Prosecco & Petals
Guide to ragdoll kittens
Read on for guidance about how to make your home safe for your new arrival and how to adapt it as your kitten grows.
Yes. Just like having a toddler, kittens will want to explore and learn about everything in your house. They will not instantly know what can cause them harm, is bad to eat and what might make scary noises. It is vital to adjust your home to ensure that your kitten can explore without having any accidents or scaring themselves too much: This is a continuous process that starts simple but will need to become more watchful as your kitten starts to climb and jump higher.
After you have collected your kitten from your breeder, they will generally have a level of socialisation and be litter trained. However, your house will be full of new smells and places to explore, which can be quite overwhelming. It is recommended to start your kitten off in a 'safe room', which contains their food, water, litter tray, some kittens games and a couple of hiding spaces.
In this room, make sure to place down a few mats in case of accidents, remove any expensive ornaments and cover over any valuable fabric surfaces. Your kitten will need time to adjust and telling them off straight away can instil fear.
House plants – these can be easily knocked over, and some plants are not cat-friendly.
Cable and wires – kittens will instantly chew on these, and this can be a dangerous hazard.
String or ribbon – kittens can chew, eat or get wrapped up in these.
Delicate fabric surfaces – these should be covered with a rough blanket unless you do not mind scratching.
Curtains – kittens love to climb, hide in and chew the ends of curtains. If you have an expensive pair, it may be wise to replace these temporarily.
Kitten's love to explore, and much of this is done by sniffing and licking new surfaces: therefore it is vital to move all cleaning products, disinfect around the toilet area with animal-friendly cleaner and put all medicines away in cabinets. Do expect your kitten to jump on any surface so also make sure that glass perfumes and lotions are somewhere secure. Lastly, keep the toilet seat covered.
The kitchen is one of the hardest rooms to kitten-proof, but a general rule is to expect that your kitten may jump on counters when you are not there so also wipe surfaces before preparing food. In terms of storing items, it is wise to keep all kitchen cleaners and detergents in a cupboard that cannot be pawed open or to invest in a child-proof lock.
TGlass bottles such as those used for spices and jars should be kept in a cupboard to prevent your kitten, knocking them off and creating spillage or dangerous glass shards.
TVs and cables can look very intriguing to your new kitten who may be tempted to chew or pull on them.

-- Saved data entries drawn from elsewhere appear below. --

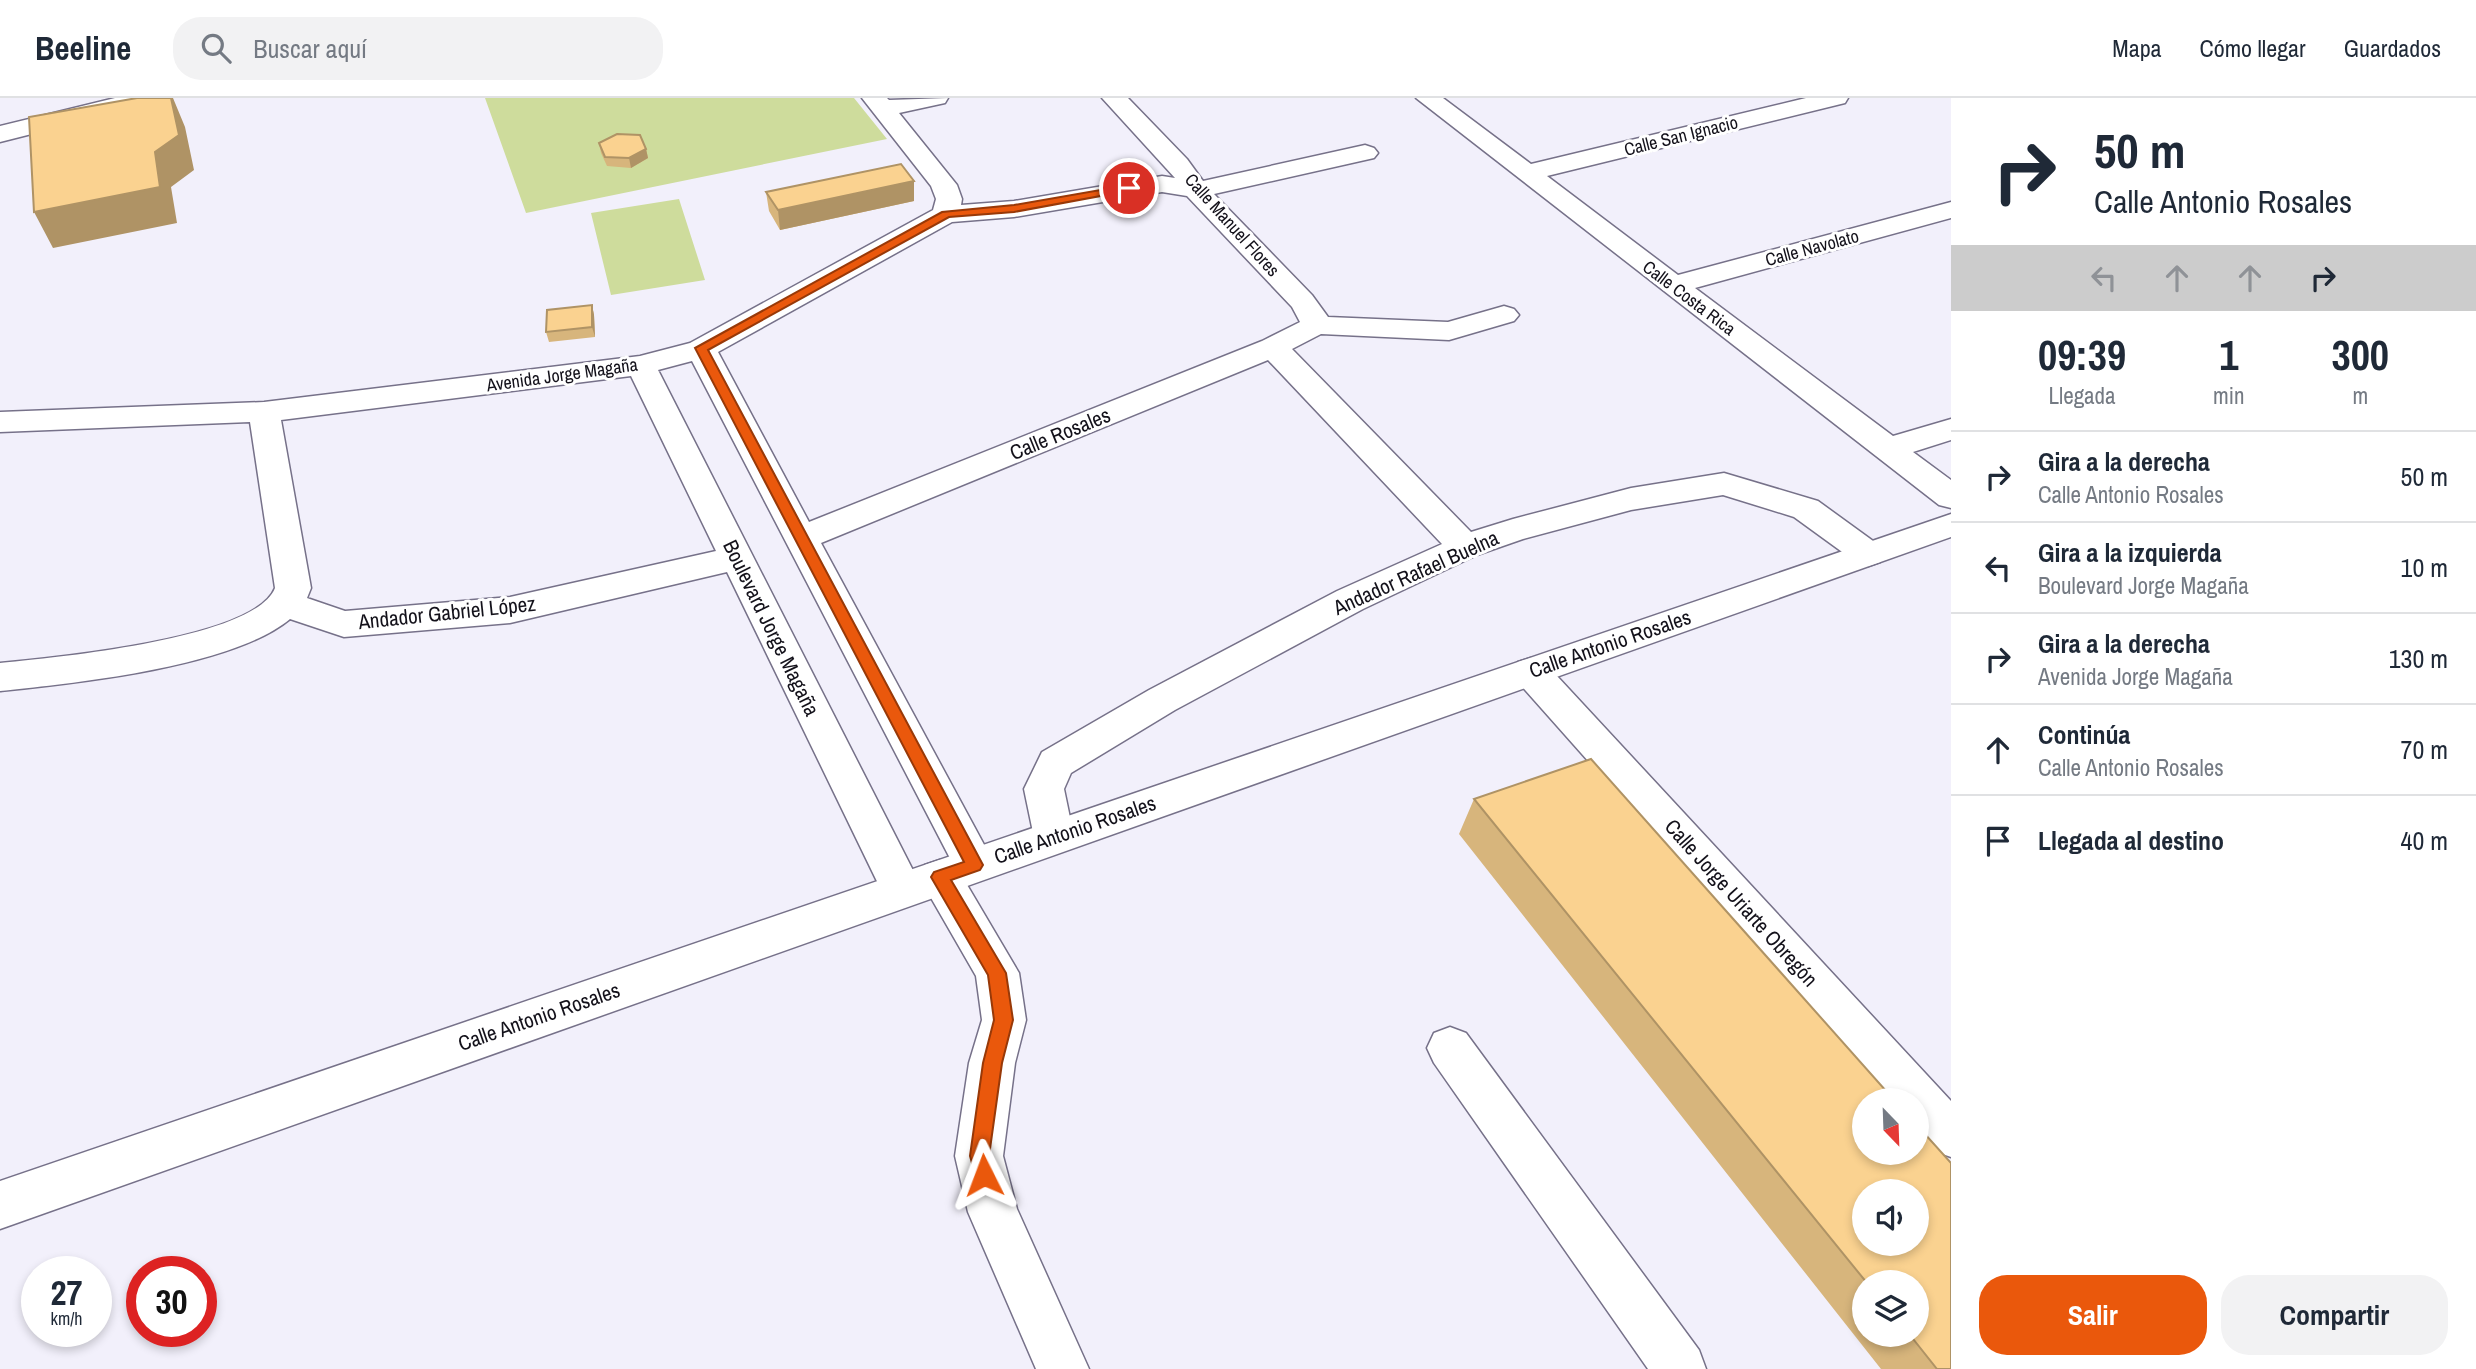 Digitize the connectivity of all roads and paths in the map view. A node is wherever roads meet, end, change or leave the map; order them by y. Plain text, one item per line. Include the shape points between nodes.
1 (145, 98) edge
2 (936, 98) edge
3 (1114, 98) edge
4 (1428, 98) edge
5 (1836, 98) edge
6 (878, 104) edge
7 (0, 134) edge
8 (1365, 153) dead end
9 (1526, 173) junction
10 (1196, 190) junction
11 (1951, 210) edge
12 (946, 214) junction
13 (1673, 285) junction
14 (1504, 315) dead end
15 (1316, 325) junction
16 (701, 348) junction
17 (1273, 348) junction
18 (641, 365) junction
19 (264, 412) junction
20 (0, 422) edge
21 (1951, 429) edge
22 (1887, 449) junction
23 (1951, 497) edge
24 (1951, 525) edge
25 (802, 538) junction
26 (1465, 547) junction
27 (1868, 554) junction
28 (737, 558) junction
29 (285, 604) junction
30 (1531, 671) junction
31 (0, 677) edge
32 (1054, 837) junction
33 (939, 877) junction
34 (1450, 1048) dead end
35 (1951, 1135) edge
36 (0, 1205) edge
37 (1063, 1369) edge
38 (1680, 1369) edge

1 - 7 street
2 - 6 street
3 - 10 street, Calle Manuel Flores via 1178,164
4 - 9 street, Calle Costa Rica
5 - 9 street, Calle San Ignacio
6 - 12 street via 944,184 949,199
8 - 10 street
9 - 13 street, Calle Costa Rica
10 - 12 street via 1162,184 1014,209
10 - 15 street, Calle Manuel Flores via 1302,301
11 - 13 street, Calle Navolato
12 - 16 street, Avenida Jorge Magaña
13 - 22 street, Calle Costa Rica
14 - 15 street via 1449,331
15 - 17 street, Calle Rosales
16 - 18 street, Avenida Jorge Magaña
16 - 25 street
17 - 25 street, Calle Rosales
17 - 26 street
18 - 19 street, Avenida Jorge Magaña
18 - 28 street, Boulevard Jorge Magaña
19 - 20 street, Avenida Jorge Magaña
19 - 29 street via 293,588
21 - 22 street
22 - 23 street, Calle Costa Rica
24 - 27 street, Calle Antonio Rosales
25 - 33 street
26 - 27 street, Andador Rafael Buelna via 1631,499 1724,484 1806,509
26 - 32 street, Andador Rafael Buelna via 1350,600 1162,700 1056,763 1044,789
27 - 30 street, Calle Antonio Rosales
28 - 29 street, Andador Gabriel López via 510,610 458,616 344,624
28 - 33 street, Boulevard Jorge Magaña
29 - 31 street via 265,618 194,646 85,668
30 - 32 street, Calle Antonio Rosales
30 - 35 street, Calle Jorge Uriarte Obregón
32 - 33 street, Calle Antonio Rosales
33 - 36 street, Calle Antonio Rosales
33 - 37 street via 997,973 1003,1020 979,1156 993,1212
34 - 38 street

Avoid any severe accidents by securing your television to the shelf or wall and encase any visible cables with chew-proof layers.
If you have a sofa that you adore and do not want to be scratched then opt for a think pile throw or put a scratching post nearby and reward your kitten for using it.

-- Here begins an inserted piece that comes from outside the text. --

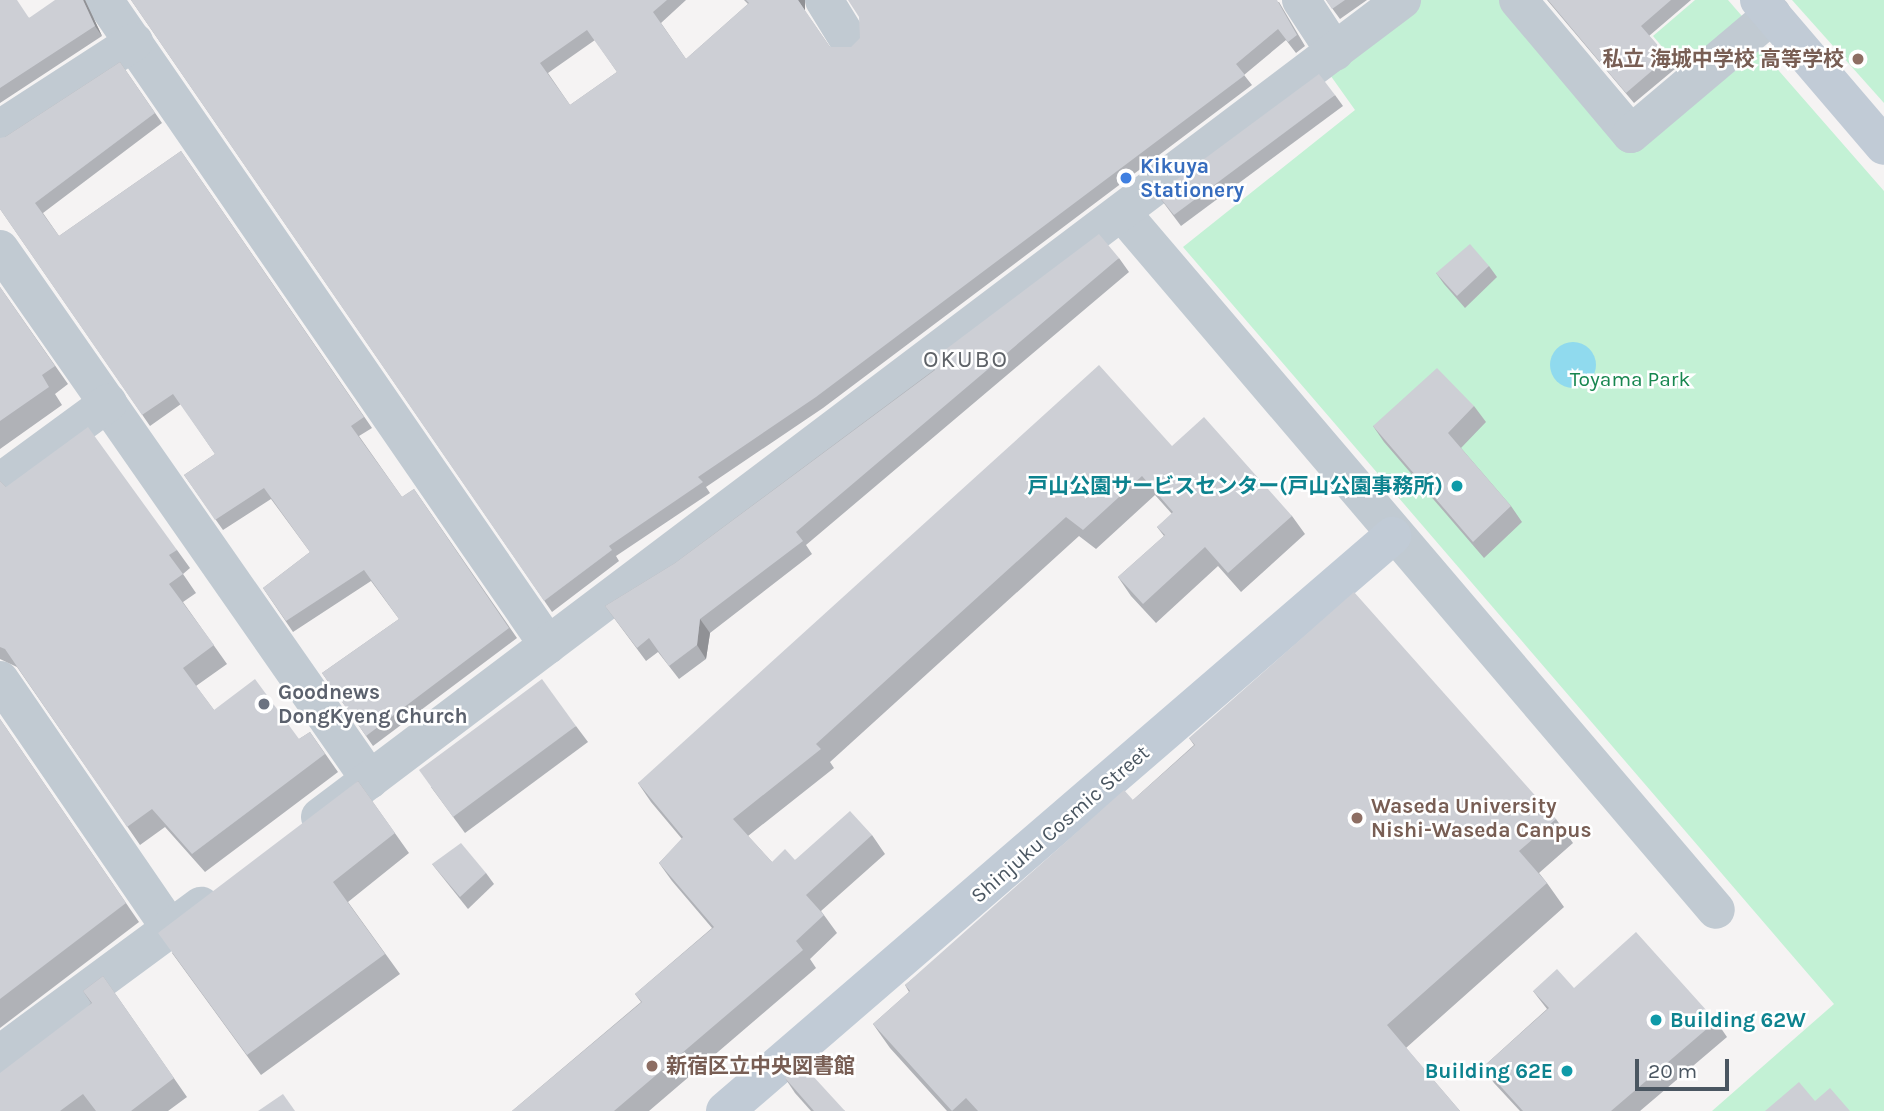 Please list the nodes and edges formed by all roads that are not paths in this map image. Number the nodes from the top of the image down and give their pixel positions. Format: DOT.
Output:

Kittens are intelligent, and they will quickly learn your routine and comings and goings: Therefore, it is vital to ensure that your kitten is far away from the door when you leave and arrive so that they do not escape and get lost.
Initially, it is recommended to keep your kitten upstairs with all their toys and food when you go out, so there is a double barrier to keep them safe. For those in flats, it is recommended to tire out your kitten and provide food then to leave when they are focused on eating.
When arriving home, make your entrance quickly and keep a bag at floor height to block the path out: This should ensure that your kitten doesn't dash for the exit.